▶ [Problem description] Among the lines below, list those containing the string "Camélias".
═════ Available data
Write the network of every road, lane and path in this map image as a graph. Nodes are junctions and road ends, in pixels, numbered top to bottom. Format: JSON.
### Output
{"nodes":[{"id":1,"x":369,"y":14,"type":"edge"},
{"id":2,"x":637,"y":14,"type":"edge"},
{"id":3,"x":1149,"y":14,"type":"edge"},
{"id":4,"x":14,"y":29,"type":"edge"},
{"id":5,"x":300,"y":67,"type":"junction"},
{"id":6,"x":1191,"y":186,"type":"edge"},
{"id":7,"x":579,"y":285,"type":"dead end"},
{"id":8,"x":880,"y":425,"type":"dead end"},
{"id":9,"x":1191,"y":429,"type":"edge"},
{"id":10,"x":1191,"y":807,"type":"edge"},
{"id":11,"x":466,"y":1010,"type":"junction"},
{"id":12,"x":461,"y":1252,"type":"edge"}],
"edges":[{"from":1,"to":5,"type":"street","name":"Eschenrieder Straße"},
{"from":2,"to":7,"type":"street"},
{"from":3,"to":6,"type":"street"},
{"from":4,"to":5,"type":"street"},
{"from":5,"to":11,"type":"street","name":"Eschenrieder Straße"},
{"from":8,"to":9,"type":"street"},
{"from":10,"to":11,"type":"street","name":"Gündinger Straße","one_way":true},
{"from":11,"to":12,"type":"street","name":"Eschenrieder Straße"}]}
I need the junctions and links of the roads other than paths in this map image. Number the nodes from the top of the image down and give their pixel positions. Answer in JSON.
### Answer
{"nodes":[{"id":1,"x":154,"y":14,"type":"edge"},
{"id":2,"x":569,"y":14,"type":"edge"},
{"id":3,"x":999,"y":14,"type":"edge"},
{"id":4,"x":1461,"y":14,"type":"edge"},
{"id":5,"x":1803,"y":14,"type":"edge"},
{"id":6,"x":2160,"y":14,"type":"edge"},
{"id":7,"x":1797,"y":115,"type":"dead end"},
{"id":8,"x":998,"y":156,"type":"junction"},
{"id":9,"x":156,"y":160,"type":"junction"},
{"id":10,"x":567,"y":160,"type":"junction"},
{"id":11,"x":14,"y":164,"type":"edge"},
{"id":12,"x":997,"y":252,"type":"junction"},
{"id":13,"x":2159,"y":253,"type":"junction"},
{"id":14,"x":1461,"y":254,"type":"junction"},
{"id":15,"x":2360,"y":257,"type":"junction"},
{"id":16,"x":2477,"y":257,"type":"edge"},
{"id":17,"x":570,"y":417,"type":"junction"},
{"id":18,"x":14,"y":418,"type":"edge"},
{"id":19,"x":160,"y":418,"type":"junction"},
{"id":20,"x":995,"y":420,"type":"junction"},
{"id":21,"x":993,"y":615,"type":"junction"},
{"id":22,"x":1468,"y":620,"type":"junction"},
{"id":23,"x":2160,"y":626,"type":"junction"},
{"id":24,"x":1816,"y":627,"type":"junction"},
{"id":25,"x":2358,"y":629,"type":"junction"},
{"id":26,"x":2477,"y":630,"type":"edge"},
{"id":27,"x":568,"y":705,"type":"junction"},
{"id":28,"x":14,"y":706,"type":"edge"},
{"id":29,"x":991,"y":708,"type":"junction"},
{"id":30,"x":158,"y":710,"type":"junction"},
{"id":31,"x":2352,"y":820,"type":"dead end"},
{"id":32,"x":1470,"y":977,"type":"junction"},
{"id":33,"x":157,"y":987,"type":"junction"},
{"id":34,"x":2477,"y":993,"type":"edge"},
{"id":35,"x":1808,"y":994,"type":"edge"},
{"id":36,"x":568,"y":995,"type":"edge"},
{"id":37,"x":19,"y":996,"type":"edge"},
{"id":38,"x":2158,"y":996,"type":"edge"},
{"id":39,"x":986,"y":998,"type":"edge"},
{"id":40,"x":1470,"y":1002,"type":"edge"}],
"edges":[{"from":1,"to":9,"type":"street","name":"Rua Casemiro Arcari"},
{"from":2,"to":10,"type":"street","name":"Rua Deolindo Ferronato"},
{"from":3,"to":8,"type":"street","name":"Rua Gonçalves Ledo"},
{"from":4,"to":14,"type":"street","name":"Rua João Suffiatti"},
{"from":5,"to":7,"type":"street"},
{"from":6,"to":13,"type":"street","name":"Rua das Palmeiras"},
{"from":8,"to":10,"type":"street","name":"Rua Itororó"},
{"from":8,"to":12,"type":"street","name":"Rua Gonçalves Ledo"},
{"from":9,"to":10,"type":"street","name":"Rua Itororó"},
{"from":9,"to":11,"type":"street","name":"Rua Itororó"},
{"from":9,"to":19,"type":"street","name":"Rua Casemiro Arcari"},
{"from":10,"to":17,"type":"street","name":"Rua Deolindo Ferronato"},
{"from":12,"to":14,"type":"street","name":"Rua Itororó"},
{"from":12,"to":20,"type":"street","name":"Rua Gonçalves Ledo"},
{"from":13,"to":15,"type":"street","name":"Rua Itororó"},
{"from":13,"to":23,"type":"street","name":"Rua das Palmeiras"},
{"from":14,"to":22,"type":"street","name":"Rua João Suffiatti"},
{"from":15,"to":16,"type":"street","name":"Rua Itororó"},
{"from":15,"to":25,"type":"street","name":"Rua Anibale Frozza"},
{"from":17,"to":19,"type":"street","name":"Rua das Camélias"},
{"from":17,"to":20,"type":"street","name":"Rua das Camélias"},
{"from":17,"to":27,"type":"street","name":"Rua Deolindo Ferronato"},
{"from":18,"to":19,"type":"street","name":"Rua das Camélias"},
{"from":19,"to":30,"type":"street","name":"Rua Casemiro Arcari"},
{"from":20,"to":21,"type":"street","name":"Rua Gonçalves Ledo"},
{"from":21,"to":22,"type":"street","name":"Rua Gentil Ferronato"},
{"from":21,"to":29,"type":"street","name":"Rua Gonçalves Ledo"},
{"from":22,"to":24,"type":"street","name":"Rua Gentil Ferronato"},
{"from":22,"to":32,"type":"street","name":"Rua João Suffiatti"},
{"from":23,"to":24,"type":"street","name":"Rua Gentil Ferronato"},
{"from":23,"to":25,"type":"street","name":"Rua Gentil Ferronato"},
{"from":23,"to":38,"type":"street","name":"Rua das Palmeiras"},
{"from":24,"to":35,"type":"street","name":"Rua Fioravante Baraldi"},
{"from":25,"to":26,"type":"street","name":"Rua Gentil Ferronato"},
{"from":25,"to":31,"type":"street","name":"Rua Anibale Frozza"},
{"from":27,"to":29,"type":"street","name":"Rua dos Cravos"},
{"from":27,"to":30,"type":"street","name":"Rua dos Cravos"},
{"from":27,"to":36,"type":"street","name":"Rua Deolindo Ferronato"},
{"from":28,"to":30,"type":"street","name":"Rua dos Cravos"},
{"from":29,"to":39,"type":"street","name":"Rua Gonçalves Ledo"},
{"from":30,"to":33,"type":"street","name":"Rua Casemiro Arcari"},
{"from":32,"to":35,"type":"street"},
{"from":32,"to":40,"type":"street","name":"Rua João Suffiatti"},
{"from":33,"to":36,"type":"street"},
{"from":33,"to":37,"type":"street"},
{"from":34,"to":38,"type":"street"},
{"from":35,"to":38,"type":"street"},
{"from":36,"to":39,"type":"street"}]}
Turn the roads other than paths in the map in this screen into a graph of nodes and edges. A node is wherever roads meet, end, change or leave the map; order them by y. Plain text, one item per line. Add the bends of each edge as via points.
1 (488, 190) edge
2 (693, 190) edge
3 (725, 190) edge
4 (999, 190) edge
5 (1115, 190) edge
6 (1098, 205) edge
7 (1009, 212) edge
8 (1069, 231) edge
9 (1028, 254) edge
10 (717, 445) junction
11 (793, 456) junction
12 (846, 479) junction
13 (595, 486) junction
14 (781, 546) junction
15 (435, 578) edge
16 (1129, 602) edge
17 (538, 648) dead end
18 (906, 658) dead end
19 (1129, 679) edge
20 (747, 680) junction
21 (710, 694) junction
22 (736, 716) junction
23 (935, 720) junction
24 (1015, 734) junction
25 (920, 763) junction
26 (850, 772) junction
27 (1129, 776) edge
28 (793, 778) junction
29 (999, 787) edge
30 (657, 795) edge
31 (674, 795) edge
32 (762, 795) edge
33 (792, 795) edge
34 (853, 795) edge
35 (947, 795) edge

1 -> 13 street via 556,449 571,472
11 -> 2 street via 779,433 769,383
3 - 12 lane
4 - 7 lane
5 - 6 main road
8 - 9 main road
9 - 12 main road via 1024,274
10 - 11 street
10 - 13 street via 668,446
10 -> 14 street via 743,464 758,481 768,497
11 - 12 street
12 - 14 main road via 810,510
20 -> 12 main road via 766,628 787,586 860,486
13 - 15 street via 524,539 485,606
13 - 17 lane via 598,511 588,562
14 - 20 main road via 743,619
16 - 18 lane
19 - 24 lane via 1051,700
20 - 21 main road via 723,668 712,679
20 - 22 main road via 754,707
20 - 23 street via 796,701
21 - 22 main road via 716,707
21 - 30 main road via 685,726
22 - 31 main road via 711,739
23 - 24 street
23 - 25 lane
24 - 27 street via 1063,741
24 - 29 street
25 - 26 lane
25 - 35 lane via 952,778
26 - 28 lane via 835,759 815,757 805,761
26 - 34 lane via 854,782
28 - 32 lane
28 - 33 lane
══════════
▶ [Finished task]
{"from":17,"to":19,"type":"street","name":"Rua das Camélias"},
{"from":17,"to":20,"type":"street","name":"Rua das Camélias"},
{"from":18,"to":19,"type":"street","name":"Rua das Camélias"},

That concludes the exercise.